Letting the Fresh Air In

You read it in the Times

November 19, 2010 - 6:45am -- Carol Diehl

If time goes by between posts, it’s because I don’t believe in posting unless I have something worthy to say. Too bad the NY Times feels no such compunction.  More and more I read articles that go nowhere and wonder why I waste my time. Clearly the media establishment feels threatened by the Internet, but they’d have more chance of success if they’d stick to the things they do better—such as investigative and in-depth reporting, reflection, analysis and photo-journalism—rather than trying to compete by publishing articles that are as inane as most blog posts.

I can see it now, the writer comes in with his copy and asks the editor, is this stupid enough? And the editor says, no, Charlie, go back to your keyboard and dumb it down one more time. Except that the problem may be that there is no editorial desk as such anymore, no discussion, just a signing off of things people write at home between dog walks.

A recent example is yesterday’s article by Richard Bernstein entitled, “The Rules of Being a Rock Star,” a comment on Keith Richards’s wildly popular autobiography, Life (which is, I must confess, another reason why I haven’t posted in the last few days; I’ve been glued, captured not by the tales of Richards’s outrageous pranks as much as his rare authenticity). Bernstein’s main idea—hold on to your seats!—is that rock stars are not like the rest of us. I wonder how he came up with that one? Some enlightening tidbits:

(Richards, in his photo) …illustrates the ability in our celebrity-soaked culture for certain people to get away not just with a look but with an attitude that would sink most ordinary people.


…their very celebrity and their defiant, drug-culture behavior also set an example you wouldn’t want your kids to follow.


…rock stars with their celebrity, their money and their lawyers, are different.
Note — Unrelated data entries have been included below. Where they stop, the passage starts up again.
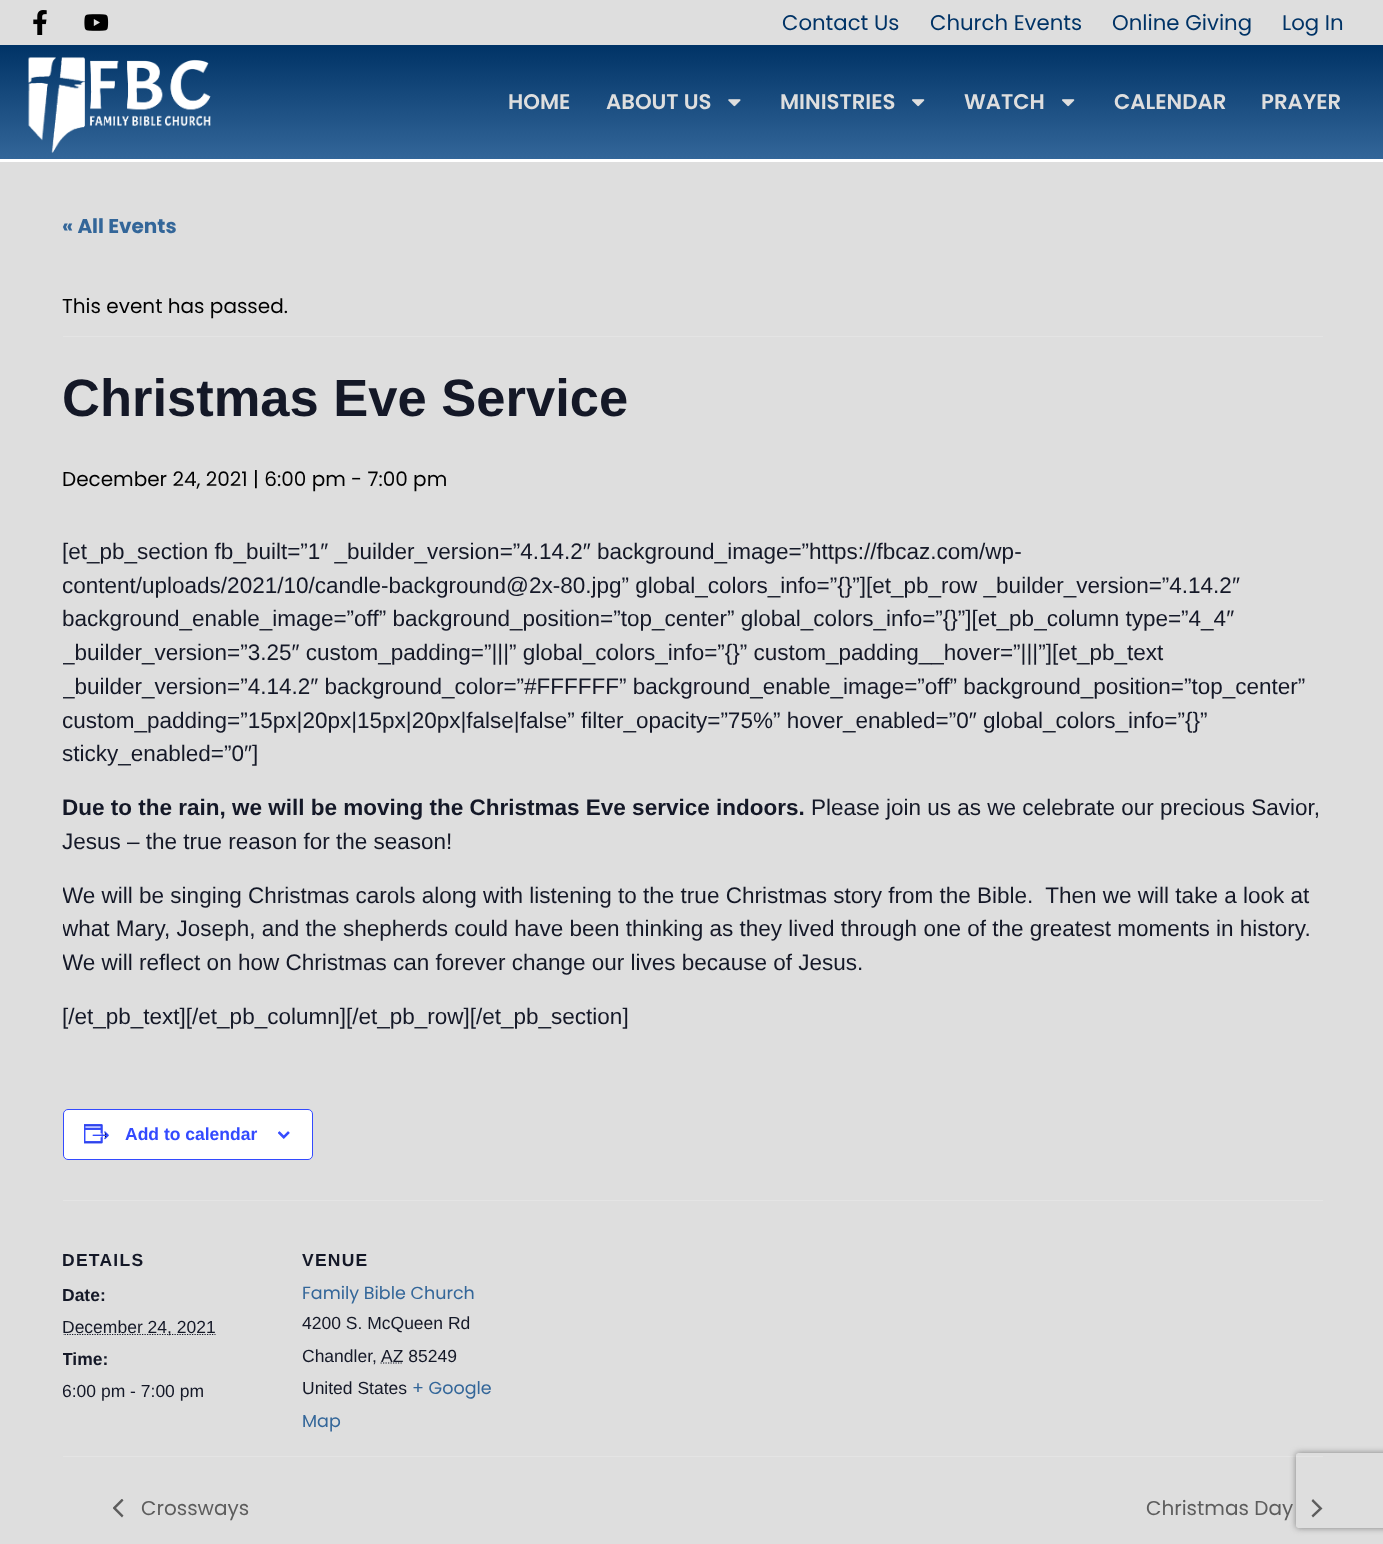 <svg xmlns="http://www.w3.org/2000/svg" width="1383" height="1544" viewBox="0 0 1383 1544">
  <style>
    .t1 { font: 21.25px Poppins; fill: #036; }
    .t2 { font: 600 21.25px Poppins; fill: #dedede; }
    .t3 { font: bold 20px Poppins; fill: #369; }
    .t4 { font: 20px Poppins; fill: #000; }
    .t5 { font: bold 52.5px Liberation Sans; fill: #141827; }
    .t6 { font: 22.5px Liberation Sans; fill: #141827; }
    .t7 { font: bold 22.5px Liberation Sans; fill: #141827; }
    .t8 { font: bold 17.5px Liberation Sans; fill: #334aff; }
    .t9 { font: bold 17.5px Liberation Sans; letter-spacing: 1.25px; fill: #141827; }
    .t10 { font: bold 17.5px Liberation Sans; fill: #141827; }
    .t11 { font: 17.5px Liberation Sans; fill: #141827; }
    .t12 { font: 17.5px Poppins; fill: #369; }
    .t13 { font: 20px Poppins; fill: #5d5d5d; }
  </style>
  <defs>
    <linearGradient id="g1" gradientUnits="userSpaceOnUse" x1="692" y1="45" x2="692" y2="159"><stop offset="0" stop-color="#036"/><stop offset="1" stop-color="#369"/></linearGradient>
    <clipPath id="clip1"><rect x="63" y="535" width="1260" height="921"/></clipPath>
    <clipPath id="clip2"><rect x="113" y="1499" width="11" height="19"/></clipPath>
    <clipPath id="clip3"><path d="M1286 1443H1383V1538H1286ZM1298.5 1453H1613.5C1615 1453 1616 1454 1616 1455.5V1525.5C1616 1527 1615 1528 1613.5 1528H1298.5C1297 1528 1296 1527 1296 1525.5V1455.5C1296 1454 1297 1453 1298.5 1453Z" clip-rule="evenodd"/></clipPath>
  </defs>
  <rect width="100%" height="100%" fill="#dedede"/>
  <image x="33" y="10" width="14" height="25" href="images/1.png"/>
  <image x="84" y="14" width="25" height="17" href="images/2.png"/>
  <text x="782" y="30" class="t1">Contact Us</text>
  <text x="930" y="30" class="t1">Church Events</text>
  <text x="1112" y="30" class="t1">Online Giving</text>
  <text x="1282" y="30" class="t1">Log In</text>
  <rect x="0" y="45" width="1383" height="114" fill="url(#g1)"/>
  <rect x="0" y="159" width="1383" height="3" fill="#fff"/>
  <image x="28" y="57" width="183" height="96" href="images/3.png"/>
  <text x="508" y="109" class="t2">HOME</text>
  <text x="606" y="109" class="t2">ABOUT US</text>
  <image x="728" y="99" width="13" height="8" href="images/4.png"/>
  <text x="780" y="109" class="t2">MINISTRIES</text>
  <image x="912" y="99" width="13" height="8" href="images/5.png"/>
  <text x="964" y="109" class="t2">WATCH</text>
  <image x="1062" y="99" width="13" height="8" href="images/5.png"/>
  <text x="1114" y="109" class="t2">CALENDAR</text>
  <text x="1261" y="109" class="t2">PRAYER</text>
  <text x="62" y="233" class="t3">« All Events</text>
  <rect x="63" y="336" width="1260" height="1" fill="#e4e4e4"/>
  <text x="62" y="313" class="t4">This event has passed.</text>
  <text x="62" y="416" class="t5">Christmas Eve Service</text>
  <text x="62" y="486" class="t4">December 24, 2021 | 6:00 pm - 7:00 pm</text>
  <text x="62" y="559" class="t6">[et_pb_section fb_built=”1″ _builder_version=”4.14.2″ background_image=”https://fbcaz.com/wp-</text>
  <g clip-path="url(#clip1)">
    <text x="62" y="593" class="t6">content/uploads/2021/10/candle-background@2x-80.jpg” global_colors_info=”{}”][et_pb_row _builder_version=”4.14.2″</text>
  </g>
  <text x="62" y="626" class="t6">background_enable_image=”off” background_position=”top_center” global_colors_info=”{}”][et_pb_column type=”4_4″</text>
  <g clip-path="url(#clip1)">
    <text x="62" y="660" class="t6">_builder_version=”3.25″ custom_padding=”|||” global_colors_info=”{}” custom_padding__hover=”|||”][et_pb_text</text>
    <text x="62" y="694" class="t6">_builder_version=”4.14.2″ background_color=”#FFFFFF” background_enable_image=”off” background_position=”top_center”</text>
    <text x="62" y="728" class="t6">custom_padding=”15px|20px|15px|20px|false|false” filter_opacity=”75%” hover_enabled=”0″ global_colors_info=”{}”</text>
  </g>
  <text x="62" y="761" class="t6">sticky_enabled=”0″]</text>
  <text x="62" y="815" class="t7">Due to the rain, we will be moving the Christmas Eve service indoors.</text>
  <text x="811" y="815" class="t6">Please join us as we celebrate our precious Savior,</text>
  <text x="62" y="849" class="t6">Jesus – the true reason for the season!</text>
  <g clip-path="url(#clip1)">
    <text x="62" y="903" class="t6" xml:space="preserve">We will be singing Christmas carols along with listening to the true Christmas story from the Bible.  Then we will take a look at</text>
    <text x="62" y="936" class="t6">what Mary, Joseph, and the shepherds could have been thinking as they lived through one of the greatest moments in history.</text>
    <text x="62" y="970" class="t6">We will reflect on how Christmas can forever change our lives because of Jesus.</text>
  </g>
  <text x="62" y="1024" class="t6">[/et_pb_text][/et_pb_column][/et_pb_row][/et_pb_section]</text>
  <rect x="63.5" y="1109.5" width="249" height="50" rx="4.5" fill="#fff" stroke="#334aff"/>
  <image x="84" y="1124" width="25" height="20" href="images/6.png"/>
  <text x="125" y="1140" class="t8">Add to calendar</text>
  <image x="278" y="1131" width="12" height="8" href="images/7.png"/>
  <rect x="63" y="1200" width="1260" height="1" fill="#e4e4e4"/>
  <text x="62" y="1266" class="t9">DETAILS</text>
  <text x="62" y="1301" class="t10">Date:</text>
  <g clip-path="url(#clip1)">
    <path d="M62 1334.5H215.5" fill="none" stroke="#141827" stroke-width="1.2" stroke-dasharray="1.25 1.25"/>
  </g>
  <text x="62" y="1333" class="t11">December 24, 2021</text>
  <g clip-path="url(#clip1)">
    <text x="62" y="1365" class="t10">Time:</text>
    <text x="62" y="1397" class="t11">6:00 pm - 7:00 pm</text>
  </g>
  <text x="302" y="1266" class="t9">VENUE</text>
  <text x="302" y="1299" class="t12">Family Bible Church</text>
  <text x="302" y="1329" class="t11">4200 S. McQueen Rd</text>
  <text x="302" y="1362" class="t11">Chandler</text>
  <text x="372" y="1362" class="t11">,</text>
  <path d="M380.5 1363H403" fill="none" stroke="#141827" stroke-width="1.2" stroke-dasharray="1.25 1.25"/>
  <text x="381" y="1362" class="t11">AZ 85249</text>
  <text x="302" y="1394" class="t11">United States</text>
  <text x="412" y="1394" class="t12">+ Google</text>
  <text x="302" y="1427" class="t12">Map</text>
  <rect x="63" y="1456" width="1260" height="1" fill="#e4e4e4"/>
  <g clip-path="url(#clip2)">
    <path d="M123.5 1515.5L122 1517.5L112.5 1508L122 1498.5L123.5 1500.5L116 1508Z" fill="#5d5d5d"/>
  </g>
  <text x="141" y="1515" class="t13">Crossways</text>
  <text x="1146" y="1515" class="t13">Christmas Day</text>
  <path d="M1311.5 1501L1313 1499L1322.5 1508.5L1313 1517.5L1311.5 1515.5L1319 1508.5Z" fill="#5d5d5d"/>
  <g clip-path="url(#clip3)">
    <rect x="1296" y="1453" width="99" height="75" rx="2.5" fill="#808080" filter="blur(3px)"/>
  </g>
</svg>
Other people, perhaps including those influenced by the rock star example to strive for lives of assiduous nonconformity, have a harder time of it.


Bernstein’s salient conclusion:


You can live the cultural outlaw life, and if you’ve got the talent, the looks and the luck, you might, like Mr. Richards, ride to wealth, celebrity, abundant sex and lots of psychedelic adventure. But it was very risky then and it’s still risky now if you don’t.


Nowhere does Bernstein note that Richards never intended to be a rock star—a status he was partly responsible for inventing—he just wanted to play guitar.  Or that much of the time it wasn’t his celebrity status that got him off drug charges as much as the cops’ ineptitude in preparing their cases, tacking on trafficking charges they couldn’t prove (which would carry a stiffer sentence) when Richards was simply a consumer.

And while, yes, he did have terrific lawyers and a certain immunity, ordinary people do not usually live under the kind of minute surveillance Richards did, with cops stationed in the trees outside his home and zealous police forces in every city out to make names for themselves by getting him for something, anything.

Further, what would have been served by putting Richards in jail? What is served by putting any drug addict in jail? Richards’s harrowing descriptions of the drug experience will no doubt do more to discourage drug use than any threat of incarceration--or myriad public information spots.

Bernstein’s article is simply proof that we need the fringe to keep the establishment from becoming too rigid and boring.

Maybe he should take a joint along when he goes on that dog walk.


The unattributed photo, from 1970, that accompanied Liz Phair’s book review in the Times last Sunday.